DEFINE X64EMU_ENABLE = TRUE
(add it to the rpi dsc file)I would call this an academic exercise as using a x86 for flashing and raid setup is cheating at best. The only advantage I can see is support for backup batteries. Everything else should be betterin IT mode with a modern filesystem (read: btrfs, zfs).
using a x86 for flashing and raid setup is cheating at best.
I fully support this view, hence the question is: will using UEFI on aarch64 avoid the need for x86 to configure RAID setup?
@mi-hol no, because that tool runs as part of the POST, not as a UEFI driver (unless I am mixing something up). AFAIK some Dell machines have full UEFI support, but that's very custom. I couldn't get the common raid tools to run on aarch64 either (no megacli).
@rtreffer re "with a modern filesystem (read: btrfs, zfs)" Would I understand this statement correctly as: With a modern filesystem (read: btrfs, zfs) instead of using vendor specific HW RAID, more benefits are achievable?
In case yes, are you aware of any benchmarks comparing IO performance of HW RAID versus any of the mentioned modern file systems on an SBC like Broadcom BCM2711, Pine64 RockPro64 or Rockchip RK3399?
will using UEFI on aarch64 avoid the need for x86 to configure RAID setup?
Still searching for answers and got links to these blog post: Revolutionizing ARM Technology: x86_64 Option ROM on AArch64 AArch64 option ROMs for AMD GPUs
Preliminary conclusion from reading is: it should be feasible. Next step is to get my hands on hardware with a UEFI-BIOS to test it. My Broadcom / LSI SAS2008 card doesn't seem to have that :(
finally I had some progress with compiling RPi4 UEFI-BIOS (see https://github.com/pftf/RPi4/issues/209 for the detailed instructions). Next goal is to enable x86 emulation in this RPi4 UEFI-BIOS
- You will need an UEFI compiled with
DEFINE X64EMU_ENABLE = TRUE
build with X64EMU_ENABLE was successful. Next step boot a CM4 with it.
gCommandLineDefines: {'X64EMU_ENABLE': 'TRUE', 'NETWORK_ISCSI_ENABLE': 'TRUE', 'SMC_PCI_SUPPORT': '1', 'ARCH': 'AARCH64'} BuildOptionPcd: [('gEfiMdeModulePkgTokenSpaceGuid', 'PcdFirmwareVersionString', '', 'L"RPi4 UEFI 1.33 Test Firmware (mi-hol)"', ('build command options', 1))]

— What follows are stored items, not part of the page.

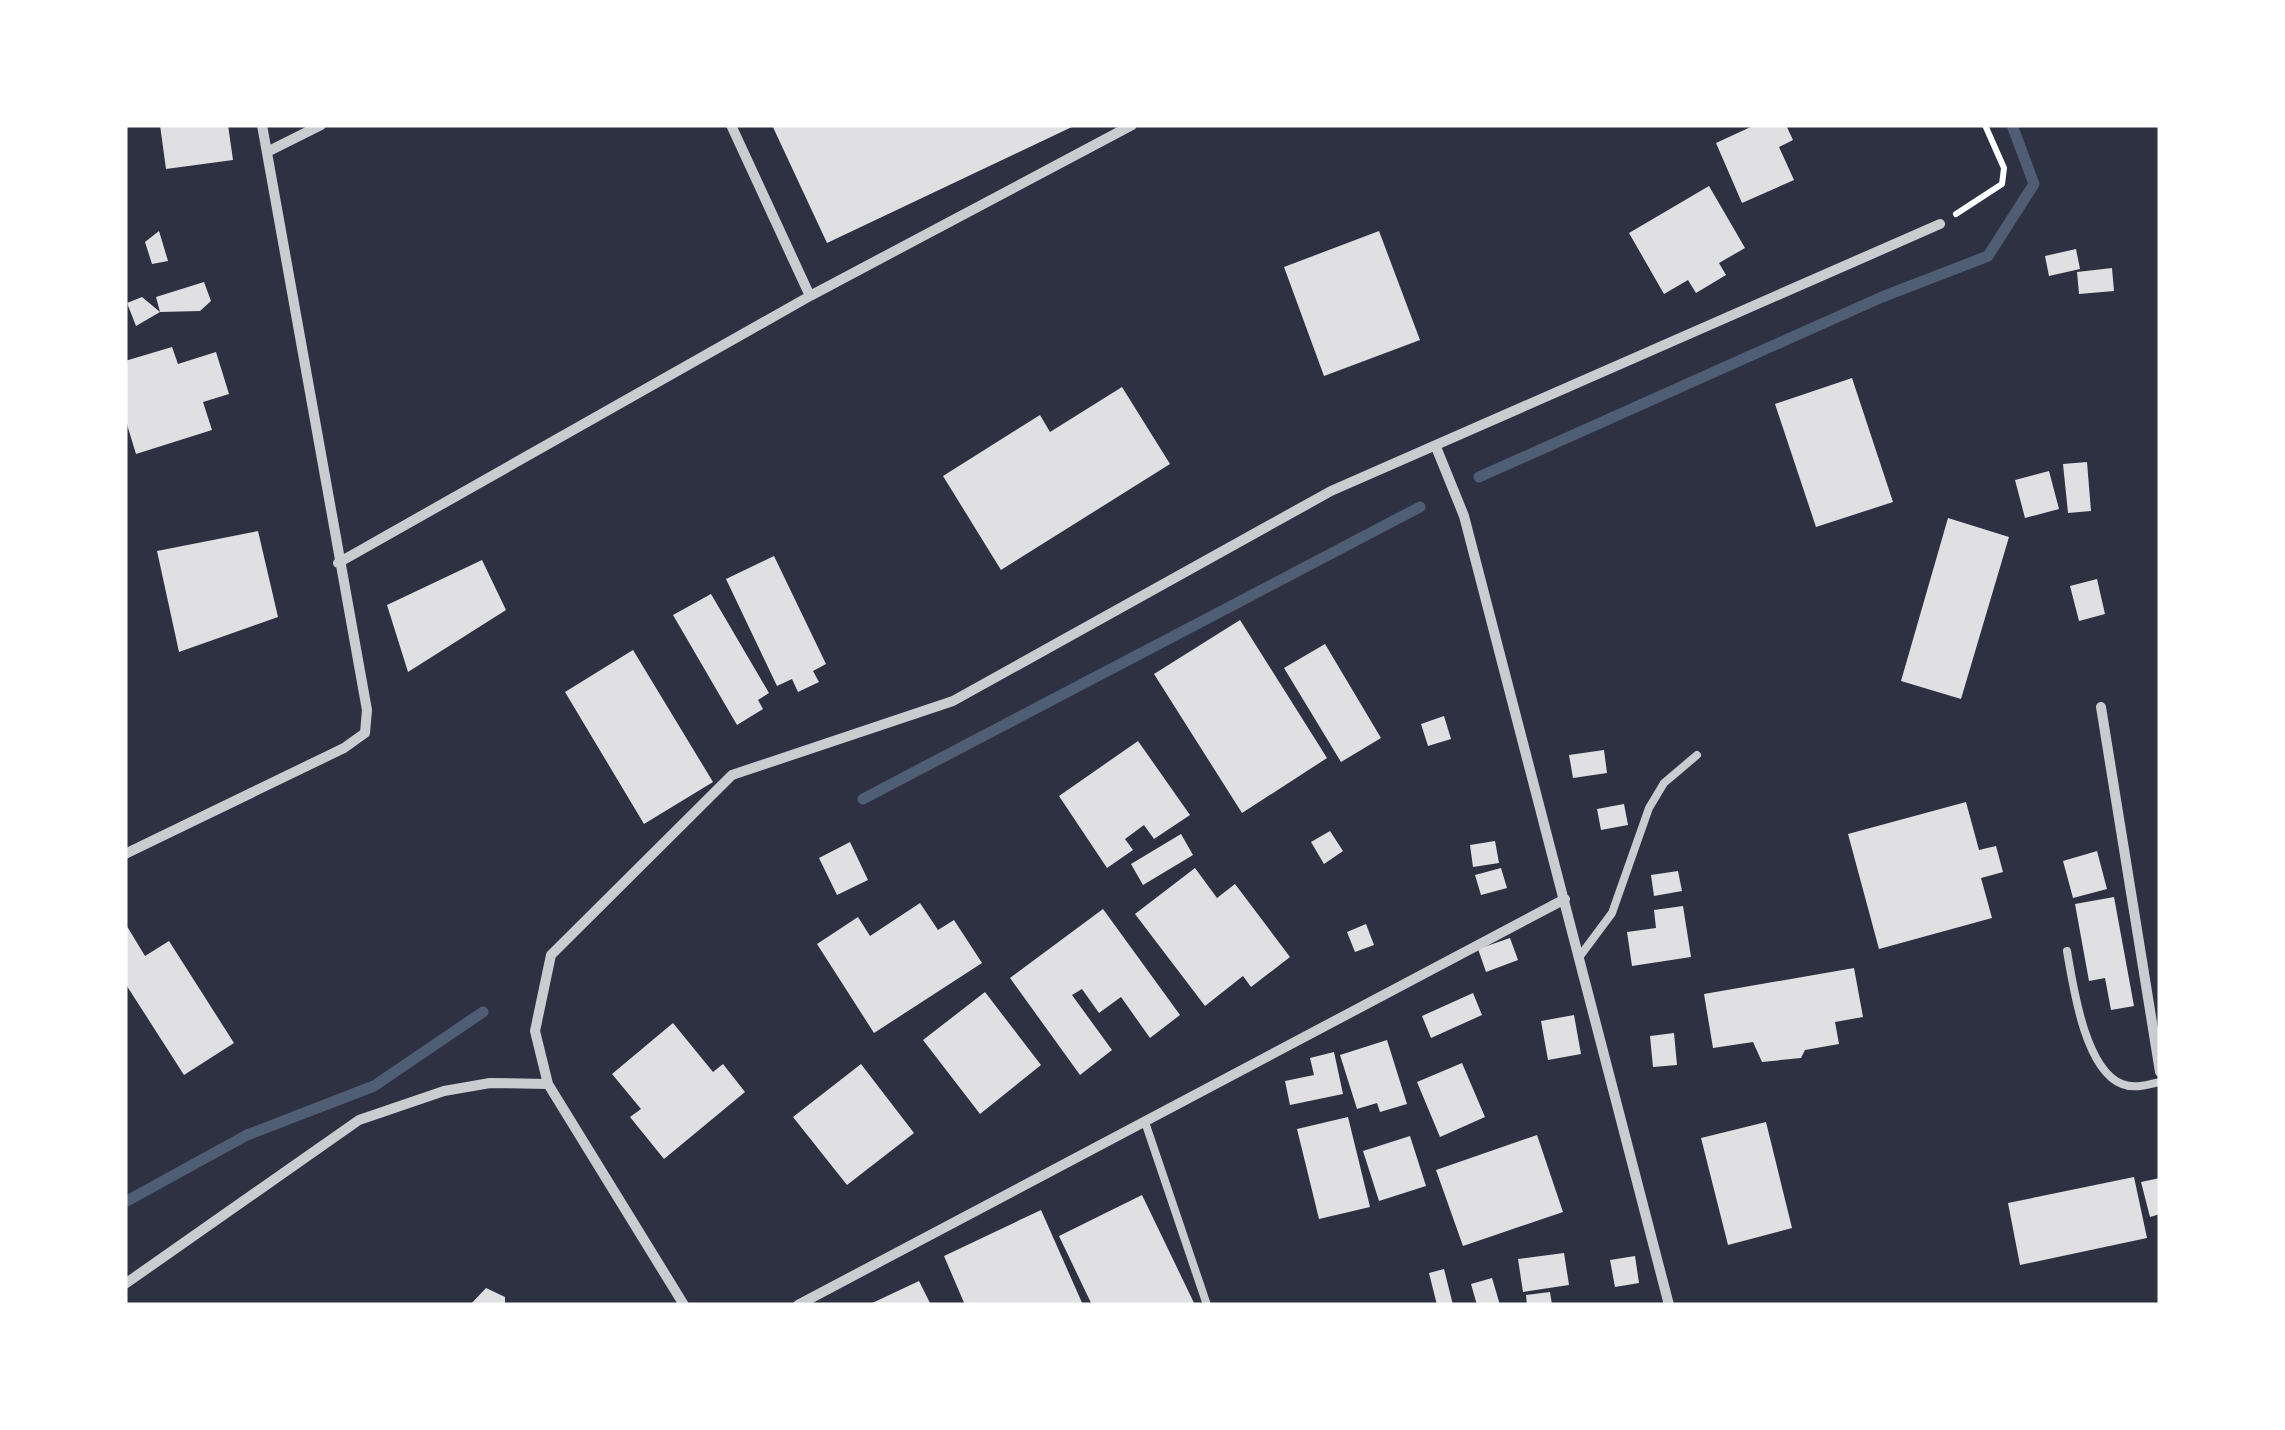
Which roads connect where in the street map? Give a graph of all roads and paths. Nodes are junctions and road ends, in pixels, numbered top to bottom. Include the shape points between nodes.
1 (262, 125) edge
2 (320, 125) edge
3 (731, 125) edge
4 (1132, 125) edge
5 (1985, 125) edge
6 (267, 152) junction
7 (1940, 224) joint
8 (810, 296) junction
9 (1436, 446) junction
10 (338, 563) junction
11 (2100, 707) dead end
12 (1697, 755) dead end
13 (125, 854) edge
14 (1564, 899) junction
15 (2067, 951) dead end
16 (1580, 956) junction
17 (2160, 1072) edge
18 (2160, 1082) edge
19 (548, 1084) junction
20 (1145, 1122) junction
21 (125, 1284) edge
22 (684, 1305) edge
23 (798, 1305) edge
24 (1207, 1305) edge
25 (1669, 1305) edge

1 - 6 street
2 - 6 street
3 - 8 street
4 - 8 street
5 - 7 path via 2004,168 2002,184
6 - 10 street
7 - 9 street
8 - 10 street
9 - 14 street via 1464,516
9 - 19 street via 1331,491 953,701 732,775 551,955 535,1031
10 - 13 street via 367,710 365,733
11 - 17 street
12 - 16 lane via 1656,796 1612,913
14 - 16 street
14 - 20 street
15 - 18 lane via 2095,1060 2123,1085
16 - 25 street
19 - 21 street via 444,1091 359,1120
19 - 22 street
20 - 23 street
20 - 24 lane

To use some hardware such as graphics cards you most likely need to change the way you are booting your raspberry pi. From what I can see you are compiling and booting the kernel directly. What you most likely need to do is to load a uefi and have this initialize the pci connected hardware in to a known state. You then can boot a linux kernel and talk to a video card and the video card firmware is ready to talk back.
From what I can see from your video's you are booting directly to a linux kernel so the process is: uboot (chip) > uboot (sd card) > linux kernel
The proposed boot would be: uboot(chip) > uefi firmware > linux kernel (compiled as an uefi binary)
Take a look at the efi project for raspberry pi 4, the change log suggests there is some initial support for compute module. https://github.com/pftf/RPi4/tree/v1.26
Trying this out would involve using a sd card with a fat 32 partition and thair firmware images and a linux kernel compiled with efi support. You should be able to boot a generic server installer such as debian, suse, ubuntu built for aarch64 instead of an os build specifically for the raspberry pi.